Wednesday, January 25, 2012

Fire Burn and Cauldron Bubble by H.P. Mallory

Title: Fire Burn and Cauldron Bubble
Author: H.P Mallory
Series: Jolie Wilkins book 1
Publication Date: September 2010
Publisher: CreateSpace (self-published)
Source: Library
Reading Challenge: 2012 Witches & Witchcraft Reading Challenge

When I requested Fire Burn and Cauldron Bubble from the library, I had no idea it was self-published. I had just won the third book in the series, Witchful Thinking, from the Early Reviewers program at LibraryThing and it is being published by Bantam in February. So I was quite surprised that Fire Burn and Cauldron Bubble absolutely screamed self-publishing from the instant I saw it. The first thing I noticed when I picked it up off the shelf is that it is not the standard mass paperback size. The second thing I noticed were the fonts used and the blocky layout of the cover. The interior formatting is much the same with a very plain font, odd section breaks, and layout that makes me think of the original manuscript not a finished version of a book.

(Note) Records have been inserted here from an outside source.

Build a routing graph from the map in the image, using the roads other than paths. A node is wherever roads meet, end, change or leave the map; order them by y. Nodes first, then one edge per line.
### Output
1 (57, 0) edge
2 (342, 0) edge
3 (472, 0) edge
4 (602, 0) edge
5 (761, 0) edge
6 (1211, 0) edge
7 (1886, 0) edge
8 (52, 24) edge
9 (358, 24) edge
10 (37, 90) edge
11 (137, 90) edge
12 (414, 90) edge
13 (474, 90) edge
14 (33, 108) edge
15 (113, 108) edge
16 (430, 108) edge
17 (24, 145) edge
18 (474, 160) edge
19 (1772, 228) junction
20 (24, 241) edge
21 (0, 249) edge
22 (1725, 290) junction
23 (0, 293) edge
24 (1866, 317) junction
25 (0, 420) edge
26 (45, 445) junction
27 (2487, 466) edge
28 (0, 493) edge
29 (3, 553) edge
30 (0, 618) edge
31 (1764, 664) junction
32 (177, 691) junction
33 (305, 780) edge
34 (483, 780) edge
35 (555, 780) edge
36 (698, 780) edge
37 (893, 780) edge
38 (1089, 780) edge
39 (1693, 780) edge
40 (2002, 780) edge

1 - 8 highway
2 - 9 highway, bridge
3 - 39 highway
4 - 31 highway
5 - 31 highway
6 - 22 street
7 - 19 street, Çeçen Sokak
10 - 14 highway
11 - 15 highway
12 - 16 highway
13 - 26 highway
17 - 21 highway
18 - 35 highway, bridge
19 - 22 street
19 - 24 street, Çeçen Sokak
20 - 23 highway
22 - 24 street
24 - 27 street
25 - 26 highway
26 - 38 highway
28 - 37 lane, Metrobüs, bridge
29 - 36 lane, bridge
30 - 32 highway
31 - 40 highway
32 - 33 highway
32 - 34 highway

While I've read several self-published books, some very good and others not so great, I still start a self-published book with a bit of hesitation. I always wonder if the author chose self-publishing as their first route to publication or if it was the final way to get the book out there after traditional publishing avenues had been exhausted. I know H.P. Mallory has quite a following and since she has been picked up by a traditional publisher for the third book in this series, I figured there must be something to her writing.

The first book in the series introduces the reader to Jolie Wilkins, a young woman who can see auras and sometimes receives visions but doesn't realize that she is actually a witch with an unusual power. Rand Balfour, an extremely hot warlock, comes into Jolie's shop one day and hires her to help solve a mystery. When word of Jolie's success on the case spreads, she is drawn into a community she didn't know existed and into a war she knows nothing about. Jolie moves from Los Angeles to England to be under Rand's protection and the close proximity makes it hard for both of them to fight the growing mutual attraction.

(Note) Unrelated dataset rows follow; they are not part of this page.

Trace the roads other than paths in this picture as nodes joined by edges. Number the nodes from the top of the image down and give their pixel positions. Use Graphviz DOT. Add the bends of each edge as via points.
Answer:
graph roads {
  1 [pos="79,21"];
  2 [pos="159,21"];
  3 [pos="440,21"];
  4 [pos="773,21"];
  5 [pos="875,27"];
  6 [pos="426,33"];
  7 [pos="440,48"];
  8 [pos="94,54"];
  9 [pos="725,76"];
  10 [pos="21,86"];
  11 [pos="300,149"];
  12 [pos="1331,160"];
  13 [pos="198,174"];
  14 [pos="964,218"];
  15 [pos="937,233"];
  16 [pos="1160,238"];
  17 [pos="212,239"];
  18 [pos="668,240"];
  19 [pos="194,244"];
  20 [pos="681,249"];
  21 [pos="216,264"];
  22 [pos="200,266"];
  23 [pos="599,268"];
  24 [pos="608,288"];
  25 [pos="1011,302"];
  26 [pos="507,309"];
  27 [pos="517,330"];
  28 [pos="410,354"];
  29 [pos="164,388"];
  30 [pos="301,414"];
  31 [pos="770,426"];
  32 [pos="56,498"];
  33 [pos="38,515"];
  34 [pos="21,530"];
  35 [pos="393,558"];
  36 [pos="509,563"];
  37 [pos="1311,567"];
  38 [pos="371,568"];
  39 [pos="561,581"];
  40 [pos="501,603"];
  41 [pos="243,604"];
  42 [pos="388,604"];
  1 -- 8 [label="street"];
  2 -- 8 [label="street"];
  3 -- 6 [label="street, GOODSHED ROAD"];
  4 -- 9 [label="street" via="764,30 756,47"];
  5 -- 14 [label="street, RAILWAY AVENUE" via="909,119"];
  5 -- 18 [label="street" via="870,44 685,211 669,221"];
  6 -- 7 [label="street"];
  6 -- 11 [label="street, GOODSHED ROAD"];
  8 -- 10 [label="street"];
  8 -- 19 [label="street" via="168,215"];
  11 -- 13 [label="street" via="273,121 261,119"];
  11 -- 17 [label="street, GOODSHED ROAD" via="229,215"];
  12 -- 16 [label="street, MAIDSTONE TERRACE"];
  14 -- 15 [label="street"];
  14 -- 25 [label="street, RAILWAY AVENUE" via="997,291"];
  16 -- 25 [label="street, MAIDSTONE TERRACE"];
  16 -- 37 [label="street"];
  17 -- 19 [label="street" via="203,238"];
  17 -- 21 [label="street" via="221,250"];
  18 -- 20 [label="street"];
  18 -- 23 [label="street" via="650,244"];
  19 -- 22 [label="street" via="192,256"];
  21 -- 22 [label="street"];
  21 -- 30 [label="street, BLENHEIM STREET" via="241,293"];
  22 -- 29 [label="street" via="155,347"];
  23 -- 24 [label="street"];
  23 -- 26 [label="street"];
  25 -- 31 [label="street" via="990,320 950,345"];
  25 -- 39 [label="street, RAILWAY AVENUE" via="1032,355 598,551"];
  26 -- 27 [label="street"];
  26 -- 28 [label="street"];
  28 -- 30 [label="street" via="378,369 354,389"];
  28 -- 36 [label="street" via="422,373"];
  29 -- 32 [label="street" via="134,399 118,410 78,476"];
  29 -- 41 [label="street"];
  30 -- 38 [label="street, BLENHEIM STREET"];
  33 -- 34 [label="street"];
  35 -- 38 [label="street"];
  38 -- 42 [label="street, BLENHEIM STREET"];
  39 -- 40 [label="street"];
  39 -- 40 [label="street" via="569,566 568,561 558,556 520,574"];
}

I had a hard time getting started with this book. The paragraphs and even sentences seemed short and choppy while the characters were fairly flat in the beginning. I warmed up to the book once the story line really got interesting but every once in a while something would break my concentration and have me rolling my eyes. Now I admit that I read very few books that are considered romance of any sort but some of the descriptions and dialogue in the book just seemed over the top cheesy to me. My overall assessment is that I wanted to like this book more than I actually did but I enjoyed it enough to read the next two books in the series. I'm really curious to see how the writing progresses from this first book through the second and if it changes the feel of the series at all once I reach the third book which has the backing of a large publishing house and all that entails.

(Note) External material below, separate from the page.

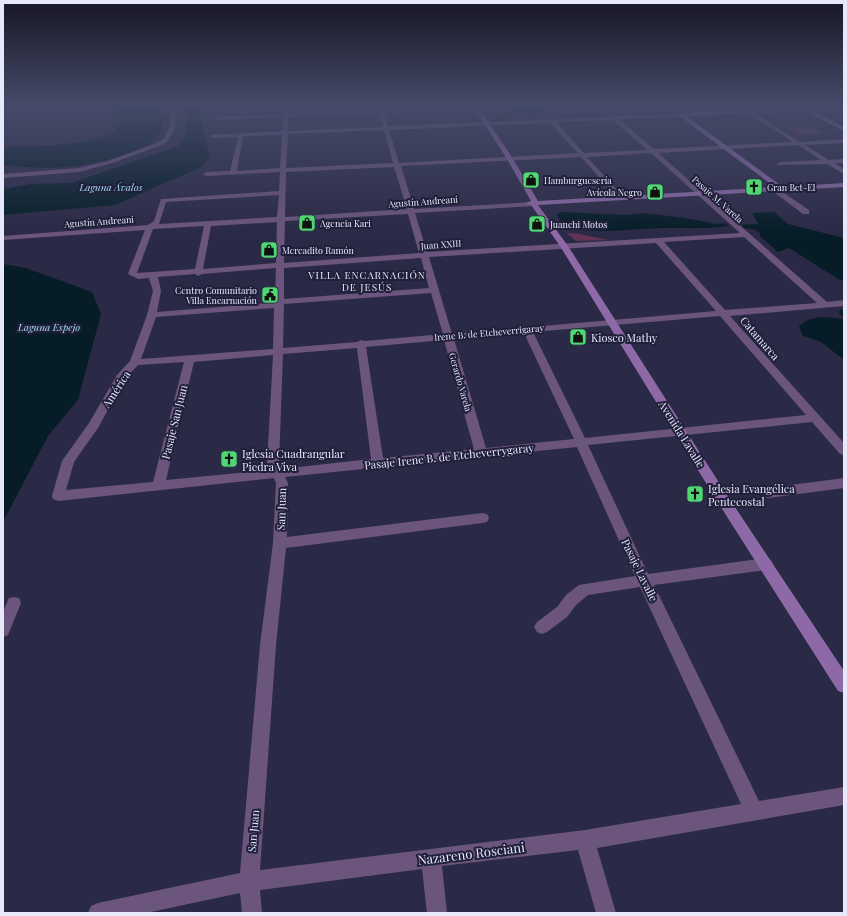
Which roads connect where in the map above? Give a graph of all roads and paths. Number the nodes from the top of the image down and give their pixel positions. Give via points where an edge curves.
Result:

Update: I will be going directly from book 1 to book 3 in this series as Toil and Trouble is only available as an eBook. Although Amazon does have a listing for the paperback version, it does not seem to actually exist as my library is unable to obtain it through inter-library loan (they said it is 'in use at the one library in the country that owns it.'). I really wish I had realized that this series was primarily in digital format before requesting Witchful Thinking because I would not have requested it from LibraryThing.